[Start of section]

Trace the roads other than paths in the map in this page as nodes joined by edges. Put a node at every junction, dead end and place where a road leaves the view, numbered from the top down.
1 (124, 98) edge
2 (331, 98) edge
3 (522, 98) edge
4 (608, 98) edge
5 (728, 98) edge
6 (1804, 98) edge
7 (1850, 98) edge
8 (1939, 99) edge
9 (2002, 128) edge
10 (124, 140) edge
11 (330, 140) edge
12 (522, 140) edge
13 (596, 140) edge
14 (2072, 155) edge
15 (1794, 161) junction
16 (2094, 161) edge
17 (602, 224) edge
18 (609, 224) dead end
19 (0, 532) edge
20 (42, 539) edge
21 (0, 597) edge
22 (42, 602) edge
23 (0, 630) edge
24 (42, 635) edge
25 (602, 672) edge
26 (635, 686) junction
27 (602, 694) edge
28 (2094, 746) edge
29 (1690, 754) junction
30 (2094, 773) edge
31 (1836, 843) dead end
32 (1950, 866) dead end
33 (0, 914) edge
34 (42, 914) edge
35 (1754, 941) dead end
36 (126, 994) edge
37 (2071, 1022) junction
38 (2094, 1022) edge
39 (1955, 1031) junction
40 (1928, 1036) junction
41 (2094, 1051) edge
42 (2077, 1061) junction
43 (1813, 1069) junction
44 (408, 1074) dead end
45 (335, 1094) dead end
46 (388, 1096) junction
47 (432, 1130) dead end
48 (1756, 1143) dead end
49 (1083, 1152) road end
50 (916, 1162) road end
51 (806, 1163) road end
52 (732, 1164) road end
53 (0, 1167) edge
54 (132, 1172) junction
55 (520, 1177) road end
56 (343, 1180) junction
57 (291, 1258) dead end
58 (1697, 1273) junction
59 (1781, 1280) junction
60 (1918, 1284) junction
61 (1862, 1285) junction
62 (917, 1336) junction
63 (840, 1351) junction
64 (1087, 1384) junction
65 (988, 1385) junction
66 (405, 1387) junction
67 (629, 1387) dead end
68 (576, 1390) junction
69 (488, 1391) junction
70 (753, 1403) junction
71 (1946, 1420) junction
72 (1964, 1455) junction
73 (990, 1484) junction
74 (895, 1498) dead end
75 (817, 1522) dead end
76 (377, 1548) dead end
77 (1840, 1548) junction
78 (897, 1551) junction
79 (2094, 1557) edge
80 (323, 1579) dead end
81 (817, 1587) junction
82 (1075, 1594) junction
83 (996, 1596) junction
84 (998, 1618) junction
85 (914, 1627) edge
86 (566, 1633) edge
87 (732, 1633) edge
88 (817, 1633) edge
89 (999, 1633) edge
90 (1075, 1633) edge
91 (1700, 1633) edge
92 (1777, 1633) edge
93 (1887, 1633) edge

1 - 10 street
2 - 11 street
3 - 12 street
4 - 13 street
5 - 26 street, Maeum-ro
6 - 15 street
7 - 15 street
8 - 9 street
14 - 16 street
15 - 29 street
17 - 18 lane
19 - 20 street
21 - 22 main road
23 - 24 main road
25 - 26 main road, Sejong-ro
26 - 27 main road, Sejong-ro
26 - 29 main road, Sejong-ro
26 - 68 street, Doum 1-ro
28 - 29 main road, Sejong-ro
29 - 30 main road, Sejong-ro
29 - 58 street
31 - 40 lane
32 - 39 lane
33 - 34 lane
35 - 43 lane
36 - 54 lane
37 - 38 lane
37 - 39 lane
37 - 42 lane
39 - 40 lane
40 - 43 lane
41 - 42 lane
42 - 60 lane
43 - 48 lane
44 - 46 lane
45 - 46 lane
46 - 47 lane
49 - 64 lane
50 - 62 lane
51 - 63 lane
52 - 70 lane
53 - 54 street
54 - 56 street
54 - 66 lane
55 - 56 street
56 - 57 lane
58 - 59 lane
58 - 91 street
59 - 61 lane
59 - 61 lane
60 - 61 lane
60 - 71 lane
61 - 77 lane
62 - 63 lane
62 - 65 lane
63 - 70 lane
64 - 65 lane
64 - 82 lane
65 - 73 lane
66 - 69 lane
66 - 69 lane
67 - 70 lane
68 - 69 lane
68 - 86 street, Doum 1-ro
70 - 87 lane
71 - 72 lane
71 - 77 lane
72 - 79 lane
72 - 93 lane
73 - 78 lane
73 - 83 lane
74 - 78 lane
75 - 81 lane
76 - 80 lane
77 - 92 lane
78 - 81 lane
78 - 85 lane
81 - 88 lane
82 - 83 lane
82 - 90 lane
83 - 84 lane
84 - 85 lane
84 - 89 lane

[End of section]

[WORK TASK]:
Copy out each line of the entries above that holds "Doum".

[SOLVED PROBLEM]:
26 - 68 street, Doum 1-ro
68 - 86 street, Doum 1-ro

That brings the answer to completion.